Un terremoto de magnitud 1,5 mbLg se ha registrado este sábado a las 07:37:13 horas (hora local) en Pamplona, según los datos facilitados por el Instituto Geográfico Nacional (IGN). El seísmo ha tenido su epicentro al sur de Pamplona/Iruña, en las coordenadas 42.8001 de latitud y -1.6604 de longitud, en el entorno del Campus de la Universidad de Navarra, y se ha producido a una profundidad de apenas dos kilómetros.
Entre la tarde del 20 de febrero y la madrugada del 21 de febrero el IGN ha registrado otros cuatro movimientos sísmicos de baja magnitud en distintos puntos de la comarca, principalmente en el entorno del Valle de Egüés y Aranguren.

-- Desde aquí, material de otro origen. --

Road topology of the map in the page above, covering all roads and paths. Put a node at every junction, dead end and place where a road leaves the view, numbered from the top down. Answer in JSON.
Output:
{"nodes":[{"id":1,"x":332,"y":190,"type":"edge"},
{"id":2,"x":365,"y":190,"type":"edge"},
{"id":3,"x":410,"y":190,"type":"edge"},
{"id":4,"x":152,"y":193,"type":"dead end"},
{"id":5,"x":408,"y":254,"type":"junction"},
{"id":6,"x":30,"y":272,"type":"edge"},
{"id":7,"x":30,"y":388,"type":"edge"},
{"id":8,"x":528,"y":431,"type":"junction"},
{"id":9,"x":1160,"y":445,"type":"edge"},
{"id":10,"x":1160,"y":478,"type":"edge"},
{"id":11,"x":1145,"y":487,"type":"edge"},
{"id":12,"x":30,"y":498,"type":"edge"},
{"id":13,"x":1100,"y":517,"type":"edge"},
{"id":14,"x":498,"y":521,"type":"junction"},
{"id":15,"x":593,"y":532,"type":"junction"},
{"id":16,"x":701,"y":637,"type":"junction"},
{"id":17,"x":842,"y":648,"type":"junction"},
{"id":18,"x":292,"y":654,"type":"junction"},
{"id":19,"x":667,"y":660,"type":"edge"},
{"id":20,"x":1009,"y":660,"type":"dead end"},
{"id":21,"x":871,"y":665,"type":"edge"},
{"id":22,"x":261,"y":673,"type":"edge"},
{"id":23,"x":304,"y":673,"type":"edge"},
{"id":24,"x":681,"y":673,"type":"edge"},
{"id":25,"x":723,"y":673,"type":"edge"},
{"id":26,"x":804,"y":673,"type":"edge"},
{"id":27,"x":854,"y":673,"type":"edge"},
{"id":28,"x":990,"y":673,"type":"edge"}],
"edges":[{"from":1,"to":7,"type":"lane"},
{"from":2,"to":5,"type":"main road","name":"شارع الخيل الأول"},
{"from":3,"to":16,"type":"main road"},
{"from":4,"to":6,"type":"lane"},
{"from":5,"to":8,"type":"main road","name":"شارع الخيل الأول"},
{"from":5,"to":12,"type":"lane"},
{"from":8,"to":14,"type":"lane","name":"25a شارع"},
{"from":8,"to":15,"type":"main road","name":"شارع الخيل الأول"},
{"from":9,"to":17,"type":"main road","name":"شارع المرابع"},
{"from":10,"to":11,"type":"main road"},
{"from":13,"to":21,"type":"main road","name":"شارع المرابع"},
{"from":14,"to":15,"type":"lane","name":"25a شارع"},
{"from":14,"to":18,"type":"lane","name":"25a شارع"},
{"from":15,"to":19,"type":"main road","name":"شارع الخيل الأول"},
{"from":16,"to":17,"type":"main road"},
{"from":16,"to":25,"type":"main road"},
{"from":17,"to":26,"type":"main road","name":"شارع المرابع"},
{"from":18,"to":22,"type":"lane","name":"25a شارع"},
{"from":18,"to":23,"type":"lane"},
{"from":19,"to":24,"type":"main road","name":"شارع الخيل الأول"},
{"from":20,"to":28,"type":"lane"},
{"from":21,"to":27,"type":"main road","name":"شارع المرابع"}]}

El más reciente se ha producido a las 04:20 horas del sábado 21 de febrero, con una magnitud de 2,3 mbLg y epicentro al noroeste del Valle de Egüés/Eguesibar, entre Elcano y Alzuza. El seísmo ha tenido una profundidad superficial (0 kilómetros), característica habitual en los movimientos registrados en esta zona, lo que favorece que puedan ser percibidos pese a su baja magnitud.
Horas antes, durante la tarde del día 20, se sucedieron otros tres temblores:
- A las 18:10 horas, un sismo de magnitud 1,6 mbLg al noreste de Aranguren.
- A las 17:47 horas, un movimiento de magnitud 1,5 mbLg al este del Valle de Egüés, con una profundidad estimada de 5 kilómetros.
- A las 17:27 horas, otro temblor de magnitud 1,5 mbLg también en el sector oriental de Egüés, igualmente superficial.
Sin daños
Ninguno de los cinco episodios ha provocado daños personales ni materiales, y en la mayoría de los casos su intensidad es tan baja que solo pueden ser detectados por instrumental sísmico. No obstante, el evento de magnitud 2,3 sí ha podido ser percibido levemente por algunos vecinos de las localidades más próximas al epicentro, así como el de Pamplona.
Desde el punto de vista geológico, la ciudad de Pamplona se encuentra en una zona atravesada por fallas asociadas a la dinámica de los Pirineos, lo que explica que, aunque no sea un área de elevada peligrosidad sísmica, sí registre temblores con cierta regularidad.
Otros temblores recientes
En los últimos años, la comarca ha experimentado varios episodios que han recordado a la población que el subsuelo navarro está activo. En agosto de 2020 comenzó un enjambre sísmico en el noreste del área metropolitana, especialmente en torno a los valles de Egüés y Lizoáin. Durante meses se contabilizaron centenares de pequeños movimientos, la mayoría de magnitud inferior a 3, aunque algunos superaron ligeramente ese umbral y fueron claramente percibidos por la ciudadanía. A pesar de la frecuencia, no se registraron daños materiales relevantes.
Uno de los episodios más notorios se produjo el 12 de octubre de 2021, cuando un terremoto de magnitud 3,9 con epicentro en el entorno del Valle de Egüés se dejó sentir con claridad en distintos barrios de Pamplona y localidades cercanas. Horas después se registró una réplica de menor intensidad. El susto fue evidente, pero no hubo consecuencias graves.
Más recientemente, el 21 de octubre de 2024, un seísmo de magnitud 2,9 con epicentro en Lizoáin-Arriasgoiti volvió a percibirse en numerosos municipios de la comarca. De nuevo, la situación se saldó sin daños personales ni materiales, confirmando la tendencia habitual de la zona: movimientos perceptibles, pero de escasa capacidad destructiva.
Los expertos consideran que la sismicidad de Pamplona y su entorno es entre baja y moderada. Son relativamente frecuentes los terremotos de pequeña magnitud —inferiores a 3— y ocasionalmente se producen eventos en el rango de 3 a 4,5 que pueden sentirse con nitidez, especialmente por la poca profundidad a la que se originan.
Las lluvias no son el factor determinante de los terremotos en la comarca, pero también pueden influir en condiciones locales del subsuelo, después de las copiosas precipitaciones acumuladas en las últimas semanas. La actividad sísmica responde sobre todo a la estructura geológica regional y a tensiones acumuladas durante largos periodos de tiempo.